Data to process Start Marker

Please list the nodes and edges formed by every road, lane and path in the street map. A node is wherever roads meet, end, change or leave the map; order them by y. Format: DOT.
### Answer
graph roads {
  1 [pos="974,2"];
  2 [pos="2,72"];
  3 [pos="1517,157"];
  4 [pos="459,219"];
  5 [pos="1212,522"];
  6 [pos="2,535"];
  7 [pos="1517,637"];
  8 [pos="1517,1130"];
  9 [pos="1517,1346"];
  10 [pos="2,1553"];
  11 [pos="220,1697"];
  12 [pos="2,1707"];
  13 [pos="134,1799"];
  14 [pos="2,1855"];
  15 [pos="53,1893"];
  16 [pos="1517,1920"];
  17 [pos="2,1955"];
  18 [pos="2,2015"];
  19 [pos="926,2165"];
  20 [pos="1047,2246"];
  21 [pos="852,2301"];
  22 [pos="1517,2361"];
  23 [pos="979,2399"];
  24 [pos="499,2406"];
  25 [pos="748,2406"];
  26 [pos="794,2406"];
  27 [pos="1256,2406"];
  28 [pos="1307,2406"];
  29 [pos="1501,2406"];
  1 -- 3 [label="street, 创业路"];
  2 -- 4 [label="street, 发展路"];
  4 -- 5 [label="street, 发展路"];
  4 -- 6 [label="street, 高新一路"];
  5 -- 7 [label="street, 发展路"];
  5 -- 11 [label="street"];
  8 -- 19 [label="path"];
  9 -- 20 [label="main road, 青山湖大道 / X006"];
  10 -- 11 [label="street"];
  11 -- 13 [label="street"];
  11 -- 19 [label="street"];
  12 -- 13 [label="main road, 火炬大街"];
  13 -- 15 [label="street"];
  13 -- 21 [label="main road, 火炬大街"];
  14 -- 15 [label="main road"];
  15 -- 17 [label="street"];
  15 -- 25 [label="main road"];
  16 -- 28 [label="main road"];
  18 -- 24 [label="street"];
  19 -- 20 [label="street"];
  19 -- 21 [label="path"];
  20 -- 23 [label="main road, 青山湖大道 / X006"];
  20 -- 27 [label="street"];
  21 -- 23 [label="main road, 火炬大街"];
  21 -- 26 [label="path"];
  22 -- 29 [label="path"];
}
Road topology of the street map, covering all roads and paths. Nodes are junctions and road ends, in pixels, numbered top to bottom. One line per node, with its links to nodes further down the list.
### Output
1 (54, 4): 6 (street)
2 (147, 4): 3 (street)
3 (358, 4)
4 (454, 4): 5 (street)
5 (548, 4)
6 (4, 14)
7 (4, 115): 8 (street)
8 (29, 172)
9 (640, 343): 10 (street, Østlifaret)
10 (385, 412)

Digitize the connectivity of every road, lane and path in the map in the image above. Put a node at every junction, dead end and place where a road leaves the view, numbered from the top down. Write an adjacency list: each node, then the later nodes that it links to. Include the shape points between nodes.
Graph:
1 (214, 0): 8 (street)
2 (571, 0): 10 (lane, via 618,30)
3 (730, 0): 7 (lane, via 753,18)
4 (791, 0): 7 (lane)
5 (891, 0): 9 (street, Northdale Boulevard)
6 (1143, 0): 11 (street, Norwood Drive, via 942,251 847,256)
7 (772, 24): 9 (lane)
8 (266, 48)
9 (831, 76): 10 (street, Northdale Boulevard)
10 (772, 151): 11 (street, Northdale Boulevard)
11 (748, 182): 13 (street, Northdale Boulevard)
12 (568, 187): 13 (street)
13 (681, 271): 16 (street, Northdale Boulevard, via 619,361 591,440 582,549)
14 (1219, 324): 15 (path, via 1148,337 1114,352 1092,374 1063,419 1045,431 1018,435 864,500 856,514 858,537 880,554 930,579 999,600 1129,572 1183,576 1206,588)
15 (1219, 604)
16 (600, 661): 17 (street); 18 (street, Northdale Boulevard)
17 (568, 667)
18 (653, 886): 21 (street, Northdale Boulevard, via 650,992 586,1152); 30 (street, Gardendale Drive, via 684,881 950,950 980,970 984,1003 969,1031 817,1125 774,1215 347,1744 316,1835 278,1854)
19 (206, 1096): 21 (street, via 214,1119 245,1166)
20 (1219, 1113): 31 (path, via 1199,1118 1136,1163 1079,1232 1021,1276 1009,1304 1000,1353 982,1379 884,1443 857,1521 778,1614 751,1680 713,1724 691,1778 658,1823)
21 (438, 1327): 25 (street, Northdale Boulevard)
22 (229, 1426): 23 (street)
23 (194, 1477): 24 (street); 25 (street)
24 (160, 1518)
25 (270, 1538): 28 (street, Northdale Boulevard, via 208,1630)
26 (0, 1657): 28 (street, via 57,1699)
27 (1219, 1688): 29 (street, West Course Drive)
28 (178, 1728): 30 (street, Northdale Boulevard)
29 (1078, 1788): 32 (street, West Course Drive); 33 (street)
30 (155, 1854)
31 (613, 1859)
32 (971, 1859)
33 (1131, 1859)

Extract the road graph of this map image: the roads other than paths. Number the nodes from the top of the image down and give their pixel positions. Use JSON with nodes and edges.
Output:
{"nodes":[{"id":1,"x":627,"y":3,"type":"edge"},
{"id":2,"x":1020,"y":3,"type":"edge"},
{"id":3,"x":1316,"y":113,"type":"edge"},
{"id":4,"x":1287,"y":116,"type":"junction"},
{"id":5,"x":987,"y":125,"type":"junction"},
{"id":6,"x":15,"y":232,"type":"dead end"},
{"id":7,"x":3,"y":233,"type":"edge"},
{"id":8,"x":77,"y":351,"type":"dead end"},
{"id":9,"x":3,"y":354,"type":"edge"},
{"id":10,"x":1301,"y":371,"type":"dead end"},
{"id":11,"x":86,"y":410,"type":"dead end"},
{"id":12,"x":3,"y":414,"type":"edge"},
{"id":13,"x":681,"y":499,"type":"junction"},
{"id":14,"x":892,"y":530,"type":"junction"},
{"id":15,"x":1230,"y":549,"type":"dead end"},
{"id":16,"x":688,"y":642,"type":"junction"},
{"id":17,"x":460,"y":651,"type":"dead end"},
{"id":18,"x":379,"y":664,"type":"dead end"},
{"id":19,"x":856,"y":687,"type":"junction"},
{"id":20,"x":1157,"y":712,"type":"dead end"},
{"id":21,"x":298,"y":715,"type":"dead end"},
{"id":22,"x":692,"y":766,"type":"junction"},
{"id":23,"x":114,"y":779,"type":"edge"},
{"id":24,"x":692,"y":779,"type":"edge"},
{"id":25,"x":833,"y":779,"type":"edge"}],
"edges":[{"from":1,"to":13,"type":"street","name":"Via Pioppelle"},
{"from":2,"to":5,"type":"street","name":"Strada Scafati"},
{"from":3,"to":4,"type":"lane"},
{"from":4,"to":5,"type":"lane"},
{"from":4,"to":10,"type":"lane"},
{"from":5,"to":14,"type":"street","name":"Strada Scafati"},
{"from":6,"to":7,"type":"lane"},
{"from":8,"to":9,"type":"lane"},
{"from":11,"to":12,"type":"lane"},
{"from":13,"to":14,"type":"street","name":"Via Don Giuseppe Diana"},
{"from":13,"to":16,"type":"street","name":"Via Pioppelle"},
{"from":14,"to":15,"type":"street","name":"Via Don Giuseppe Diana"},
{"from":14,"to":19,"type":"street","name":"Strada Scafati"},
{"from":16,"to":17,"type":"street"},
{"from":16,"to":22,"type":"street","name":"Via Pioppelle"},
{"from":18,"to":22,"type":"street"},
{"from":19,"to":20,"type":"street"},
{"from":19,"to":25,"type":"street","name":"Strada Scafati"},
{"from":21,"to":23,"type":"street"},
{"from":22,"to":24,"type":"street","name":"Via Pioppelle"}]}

Data to process End Marker

» Task instructions
Write out the data a second time, exactly the same.

» Response to this exercise
Please list the nodes and edges formed by every road, lane and path in the street map. A node is wherever roads meet, end, change or leave the map; order them by y. Format: DOT.
### Answer
graph roads {
  1 [pos="974,2"];
  2 [pos="2,72"];
  3 [pos="1517,157"];
  4 [pos="459,219"];
  5 [pos="1212,522"];
  6 [pos="2,535"];
  7 [pos="1517,637"];
  8 [pos="1517,1130"];
  9 [pos="1517,1346"];
  10 [pos="2,1553"];
  11 [pos="220,1697"];
  12 [pos="2,1707"];
  13 [pos="134,1799"];
  14 [pos="2,1855"];
  15 [pos="53,1893"];
  16 [pos="1517,1920"];
  17 [pos="2,1955"];
  18 [pos="2,2015"];
  19 [pos="926,2165"];
  20 [pos="1047,2246"];
  21 [pos="852,2301"];
  22 [pos="1517,2361"];
  23 [pos="979,2399"];
  24 [pos="499,2406"];
  25 [pos="748,2406"];
  26 [pos="794,2406"];
  27 [pos="1256,2406"];
  28 [pos="1307,2406"];
  29 [pos="1501,2406"];
  1 -- 3 [label="street, 创业路"];
  2 -- 4 [label="street, 发展路"];
  4 -- 5 [label="street, 发展路"];
  4 -- 6 [label="street, 高新一路"];
  5 -- 7 [label="street, 发展路"];
  5 -- 11 [label="street"];
  8 -- 19 [label="path"];
  9 -- 20 [label="main road, 青山湖大道 / X006"];
  10 -- 11 [label="street"];
  11 -- 13 [label="street"];
  11 -- 19 [label="street"];
  12 -- 13 [label="main road, 火炬大街"];
  13 -- 15 [label="street"];
  13 -- 21 [label="main road, 火炬大街"];
  14 -- 15 [label="main road"];
  15 -- 17 [label="street"];
  15 -- 25 [label="main road"];
  16 -- 28 [label="main road"];
  18 -- 24 [label="street"];
  19 -- 20 [label="street"];
  19 -- 21 [label="path"];
  20 -- 23 [label="main road, 青山湖大道 / X006"];
  20 -- 27 [label="street"];
  21 -- 23 [label="main road, 火炬大街"];
  21 -- 26 [label="path"];
  22 -- 29 [label="path"];
}
Road topology of the street map, covering all roads and paths. Nodes are junctions and road ends, in pixels, numbered top to bottom. One line per node, with its links to nodes further down the list.
### Output
1 (54, 4): 6 (street)
2 (147, 4): 3 (street)
3 (358, 4)
4 (454, 4): 5 (street)
5 (548, 4)
6 (4, 14)
7 (4, 115): 8 (street)
8 (29, 172)
9 (640, 343): 10 (street, Østlifaret)
10 (385, 412)

Digitize the connectivity of every road, lane and path in the map in the image above. Put a node at every junction, dead end and place where a road leaves the view, numbered from the top down. Write an adjacency list: each node, then the later nodes that it links to. Include the shape points between nodes.
Graph:
1 (214, 0): 8 (street)
2 (571, 0): 10 (lane, via 618,30)
3 (730, 0): 7 (lane, via 753,18)
4 (791, 0): 7 (lane)
5 (891, 0): 9 (street, Northdale Boulevard)
6 (1143, 0): 11 (street, Norwood Drive, via 942,251 847,256)
7 (772, 24): 9 (lane)
8 (266, 48)
9 (831, 76): 10 (street, Northdale Boulevard)
10 (772, 151): 11 (street, Northdale Boulevard)
11 (748, 182): 13 (street, Northdale Boulevard)
12 (568, 187): 13 (street)
13 (681, 271): 16 (street, Northdale Boulevard, via 619,361 591,440 582,549)
14 (1219, 324): 15 (path, via 1148,337 1114,352 1092,374 1063,419 1045,431 1018,435 864,500 856,514 858,537 880,554 930,579 999,600 1129,572 1183,576 1206,588)
15 (1219, 604)
16 (600, 661): 17 (street); 18 (street, Northdale Boulevard)
17 (568, 667)
18 (653, 886): 21 (street, Northdale Boulevard, via 650,992 586,1152); 30 (street, Gardendale Drive, via 684,881 950,950 980,970 984,1003 969,1031 817,1125 774,1215 347,1744 316,1835 278,1854)
19 (206, 1096): 21 (street, via 214,1119 245,1166)
20 (1219, 1113): 31 (path, via 1199,1118 1136,1163 1079,1232 1021,1276 1009,1304 1000,1353 982,1379 884,1443 857,1521 778,1614 751,1680 713,1724 691,1778 658,1823)
21 (438, 1327): 25 (street, Northdale Boulevard)
22 (229, 1426): 23 (street)
23 (194, 1477): 24 (street); 25 (street)
24 (160, 1518)
25 (270, 1538): 28 (street, Northdale Boulevard, via 208,1630)
26 (0, 1657): 28 (street, via 57,1699)
27 (1219, 1688): 29 (street, West Course Drive)
28 (178, 1728): 30 (street, Northdale Boulevard)
29 (1078, 1788): 32 (street, West Course Drive); 33 (street)
30 (155, 1854)
31 (613, 1859)
32 (971, 1859)
33 (1131, 1859)

Extract the road graph of this map image: the roads other than paths. Number the nodes from the top of the image down and give their pixel positions. Use JSON with nodes and edges.
Output:
{"nodes":[{"id":1,"x":627,"y":3,"type":"edge"},
{"id":2,"x":1020,"y":3,"type":"edge"},
{"id":3,"x":1316,"y":113,"type":"edge"},
{"id":4,"x":1287,"y":116,"type":"junction"},
{"id":5,"x":987,"y":125,"type":"junction"},
{"id":6,"x":15,"y":232,"type":"dead end"},
{"id":7,"x":3,"y":233,"type":"edge"},
{"id":8,"x":77,"y":351,"type":"dead end"},
{"id":9,"x":3,"y":354,"type":"edge"},
{"id":10,"x":1301,"y":371,"type":"dead end"},
{"id":11,"x":86,"y":410,"type":"dead end"},
{"id":12,"x":3,"y":414,"type":"edge"},
{"id":13,"x":681,"y":499,"type":"junction"},
{"id":14,"x":892,"y":530,"type":"junction"},
{"id":15,"x":1230,"y":549,"type":"dead end"},
{"id":16,"x":688,"y":642,"type":"junction"},
{"id":17,"x":460,"y":651,"type":"dead end"},
{"id":18,"x":379,"y":664,"type":"dead end"},
{"id":19,"x":856,"y":687,"type":"junction"},
{"id":20,"x":1157,"y":712,"type":"dead end"},
{"id":21,"x":298,"y":715,"type":"dead end"},
{"id":22,"x":692,"y":766,"type":"junction"},
{"id":23,"x":114,"y":779,"type":"edge"},
{"id":24,"x":692,"y":779,"type":"edge"},
{"id":25,"x":833,"y":779,"type":"edge"}],
"edges":[{"from":1,"to":13,"type":"street","name":"Via Pioppelle"},
{"from":2,"to":5,"type":"street","name":"Strada Scafati"},
{"from":3,"to":4,"type":"lane"},
{"from":4,"to":5,"type":"lane"},
{"from":4,"to":10,"type":"lane"},
{"from":5,"to":14,"type":"street","name":"Strada Scafati"},
{"from":6,"to":7,"type":"lane"},
{"from":8,"to":9,"type":"lane"},
{"from":11,"to":12,"type":"lane"},
{"from":13,"to":14,"type":"street","name":"Via Don Giuseppe Diana"},
{"from":13,"to":16,"type":"street","name":"Via Pioppelle"},
{"from":14,"to":15,"type":"street","name":"Via Don Giuseppe Diana"},
{"from":14,"to":19,"type":"street","name":"Strada Scafati"},
{"from":16,"to":17,"type":"street"},
{"from":16,"to":22,"type":"street","name":"Via Pioppelle"},
{"from":18,"to":22,"type":"street"},
{"from":19,"to":20,"type":"street"},
{"from":19,"to":25,"type":"street","name":"Strada Scafati"},
{"from":21,"to":23,"type":"street"},
{"from":22,"to":24,"type":"street","name":"Via Pioppelle"}]}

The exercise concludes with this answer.